In K. P. Rly. Co. v. Mihlman, 17 Kan. 224, it was ruled:

“Though from a completed wrong there afterward results new and unforeseen injury, there does not arise a new cause of action; and if a recovery has been had for the wrong prior to the occurrence of the new injury, no recovery can be had for such injury.” (Syl. ¶ 4.)

The cause was one for damages for trespassing by digging a ditch on the plaintiff’s land. In the opinion the court, speaking through Brewer, J., said:

*823“True, the trespass has now resulted in greater loss than was then foreseen or estimated in assessment of damages; but an increase in the damages resulting, adds no new cause of action. ... So, for the trespass, the cause of action is complete at the time, 'and an increase in the resulting damages gives no new cause of action. There are cases, it is true, in which the cause of action is based upon the actual occurrence of damage, and dates therefrom, and not upon or from the prior act which resulted in the damagfe; but these are all cases in which the prior act is itself lawful, and furnishes no cause of action, or where- it is considered as a continuing act; as, where one excavates on his own land, and thereby withdraws the lateral support to his neighbor’s soil and buildings, the act is itself lawful, and only becomes the basis of a cause of action for damages when it actually results in injury; and the cause of action dates, not from the time of the excavation, but from the time of the subsidence.”
(p. 228.)

In C. B. U. P. Rld. Co. v. Andrews, 26 Kan. 702, it was held that—

“Where a railroad company obstructs an alley in a city, by building a railroad track through the alley, so as afterwards to make the alley useless as an alley, an abutting lot owner has the right, if he chooses, to consider the obstruction as a permanent taking and appropriation. . . . (Syl. ¶1.)

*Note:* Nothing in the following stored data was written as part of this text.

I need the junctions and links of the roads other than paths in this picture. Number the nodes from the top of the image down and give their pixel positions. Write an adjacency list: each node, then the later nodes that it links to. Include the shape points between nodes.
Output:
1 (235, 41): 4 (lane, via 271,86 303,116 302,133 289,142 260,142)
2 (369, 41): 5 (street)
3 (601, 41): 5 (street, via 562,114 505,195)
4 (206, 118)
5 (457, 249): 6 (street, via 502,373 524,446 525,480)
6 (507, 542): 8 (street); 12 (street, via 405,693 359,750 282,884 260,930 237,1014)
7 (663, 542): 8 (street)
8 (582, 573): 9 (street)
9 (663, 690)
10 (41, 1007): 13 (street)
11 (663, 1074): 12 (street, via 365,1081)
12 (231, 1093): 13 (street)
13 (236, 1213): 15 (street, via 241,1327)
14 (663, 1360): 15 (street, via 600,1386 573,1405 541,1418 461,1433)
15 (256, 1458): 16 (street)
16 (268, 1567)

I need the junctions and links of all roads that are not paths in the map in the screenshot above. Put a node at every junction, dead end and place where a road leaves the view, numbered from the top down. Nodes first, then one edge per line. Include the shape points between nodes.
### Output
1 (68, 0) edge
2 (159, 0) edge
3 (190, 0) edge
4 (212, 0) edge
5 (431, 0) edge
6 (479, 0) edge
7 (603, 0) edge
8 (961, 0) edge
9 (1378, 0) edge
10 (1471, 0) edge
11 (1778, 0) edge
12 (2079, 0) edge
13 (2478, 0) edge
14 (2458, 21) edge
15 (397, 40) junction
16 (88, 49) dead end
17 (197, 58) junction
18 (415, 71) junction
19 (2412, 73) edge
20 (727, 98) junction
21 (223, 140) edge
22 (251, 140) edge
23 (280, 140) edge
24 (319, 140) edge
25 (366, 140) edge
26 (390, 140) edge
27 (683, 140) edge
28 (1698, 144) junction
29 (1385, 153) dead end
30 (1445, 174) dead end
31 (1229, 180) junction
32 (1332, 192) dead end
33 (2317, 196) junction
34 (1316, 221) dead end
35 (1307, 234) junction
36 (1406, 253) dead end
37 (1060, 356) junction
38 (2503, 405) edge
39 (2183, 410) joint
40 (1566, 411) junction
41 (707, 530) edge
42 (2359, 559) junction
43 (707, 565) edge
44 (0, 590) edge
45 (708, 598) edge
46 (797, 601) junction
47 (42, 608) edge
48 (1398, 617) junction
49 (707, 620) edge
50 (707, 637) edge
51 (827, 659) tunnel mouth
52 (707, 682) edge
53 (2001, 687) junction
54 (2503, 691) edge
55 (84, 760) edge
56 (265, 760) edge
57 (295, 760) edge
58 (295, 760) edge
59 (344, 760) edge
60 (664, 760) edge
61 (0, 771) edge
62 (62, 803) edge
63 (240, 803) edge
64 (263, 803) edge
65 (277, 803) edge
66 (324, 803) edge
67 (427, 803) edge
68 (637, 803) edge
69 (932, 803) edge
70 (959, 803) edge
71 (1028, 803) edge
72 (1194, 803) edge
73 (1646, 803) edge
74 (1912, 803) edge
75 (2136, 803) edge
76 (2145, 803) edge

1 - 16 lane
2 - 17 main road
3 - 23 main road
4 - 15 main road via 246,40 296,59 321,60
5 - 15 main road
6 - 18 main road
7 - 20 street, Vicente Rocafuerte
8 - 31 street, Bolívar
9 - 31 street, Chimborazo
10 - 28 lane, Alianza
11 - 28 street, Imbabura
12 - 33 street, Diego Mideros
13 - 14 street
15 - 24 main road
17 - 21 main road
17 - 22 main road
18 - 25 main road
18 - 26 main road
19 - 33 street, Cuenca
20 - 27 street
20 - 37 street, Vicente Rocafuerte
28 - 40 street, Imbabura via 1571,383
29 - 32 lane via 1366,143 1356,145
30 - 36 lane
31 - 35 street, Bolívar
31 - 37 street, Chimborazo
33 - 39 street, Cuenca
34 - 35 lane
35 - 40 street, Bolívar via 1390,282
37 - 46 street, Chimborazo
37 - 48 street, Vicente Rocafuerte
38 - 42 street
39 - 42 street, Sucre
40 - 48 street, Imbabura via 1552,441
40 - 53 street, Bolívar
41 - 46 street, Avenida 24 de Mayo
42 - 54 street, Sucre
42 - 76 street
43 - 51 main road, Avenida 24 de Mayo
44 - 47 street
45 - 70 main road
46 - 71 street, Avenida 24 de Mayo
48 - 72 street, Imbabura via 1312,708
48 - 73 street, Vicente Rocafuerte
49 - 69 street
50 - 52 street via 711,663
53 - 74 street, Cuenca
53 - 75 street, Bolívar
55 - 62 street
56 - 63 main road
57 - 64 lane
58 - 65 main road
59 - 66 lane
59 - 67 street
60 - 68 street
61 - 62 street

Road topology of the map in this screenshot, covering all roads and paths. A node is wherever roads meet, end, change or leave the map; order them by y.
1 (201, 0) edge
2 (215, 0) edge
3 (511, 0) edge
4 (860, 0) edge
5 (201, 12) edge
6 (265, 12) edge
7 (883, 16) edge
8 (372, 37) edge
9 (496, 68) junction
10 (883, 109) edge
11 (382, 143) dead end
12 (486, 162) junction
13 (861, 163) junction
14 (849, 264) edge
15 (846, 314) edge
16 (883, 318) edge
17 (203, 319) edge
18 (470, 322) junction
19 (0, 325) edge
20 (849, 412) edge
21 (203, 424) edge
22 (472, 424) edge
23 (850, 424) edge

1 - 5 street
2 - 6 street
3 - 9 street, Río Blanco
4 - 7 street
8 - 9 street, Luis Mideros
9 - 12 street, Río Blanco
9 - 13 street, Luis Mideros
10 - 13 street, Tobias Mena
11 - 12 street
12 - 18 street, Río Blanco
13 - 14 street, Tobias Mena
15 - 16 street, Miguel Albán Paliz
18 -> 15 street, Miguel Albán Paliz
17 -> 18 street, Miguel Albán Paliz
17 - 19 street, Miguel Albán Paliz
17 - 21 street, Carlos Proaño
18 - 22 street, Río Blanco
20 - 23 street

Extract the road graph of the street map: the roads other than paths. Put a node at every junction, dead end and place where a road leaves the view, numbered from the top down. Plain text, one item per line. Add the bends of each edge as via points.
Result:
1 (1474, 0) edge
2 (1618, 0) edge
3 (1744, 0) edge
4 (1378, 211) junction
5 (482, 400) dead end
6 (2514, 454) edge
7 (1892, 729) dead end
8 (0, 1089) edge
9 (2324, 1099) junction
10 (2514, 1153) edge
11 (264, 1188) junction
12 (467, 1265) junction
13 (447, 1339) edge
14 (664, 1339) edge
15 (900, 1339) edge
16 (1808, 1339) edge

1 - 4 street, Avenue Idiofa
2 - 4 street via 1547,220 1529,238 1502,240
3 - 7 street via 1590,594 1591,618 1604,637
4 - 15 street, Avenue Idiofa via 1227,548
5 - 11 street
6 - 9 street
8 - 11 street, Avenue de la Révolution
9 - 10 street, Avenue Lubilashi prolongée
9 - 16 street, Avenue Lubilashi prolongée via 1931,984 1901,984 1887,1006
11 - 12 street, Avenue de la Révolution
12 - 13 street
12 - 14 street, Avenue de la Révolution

In Parker v. City of Atchison, 58 Kan. 29, 48 Pac. 631, it was held that where a permanent improvement is made by a city on the bank of a watercourse in such a way as to narrow the channel and injure private property on the opposite bank, an action therefor can be brought only within two years after the erection of such improvement. (Syl. ¶ 4.) In Hubbard v. Power Co., 89 Kan. 446, 131 Pac. 1182, it was held that damages by the erection of a dam, permanent in character, causing overflow to the plaintiff’s land accrued at the time of the .appropriation. In McDaniel v. City of Cherryvale, 91 Kan. 40, 136 Pac. 899, the action was one to recover for permanent injuries to plaintiff’s land by the pollution of $ creek which ran through it. In the opinion it was said:

“As the sewer system constructed by the city and the refinery constructed by the oil company were permanent in their nature and as the flow of the sewage and refuse from them was designed to continue indefinitely in the future a cause of action for permanent damages arose when the sewage and other impurities were first emptied into the stream.” (p. 48.)

(See, also, Marshall v. Railroad Co., 96 Kan. 470, 152 Pac. 634, and cases cited; Hardesty v. Ball, 43 Kan. 151, 23 Pac. *824937; Railroad Co. v. Schwake, 70 Kan. 141, 78 Pac. 431; and Note, 3 A. & E. Ann. Cas. 123.)

It is held, therefore, that for the reasons indicated the action is barred and the order sustaining the demurrer to the plaintiff’s evidence is affirmed.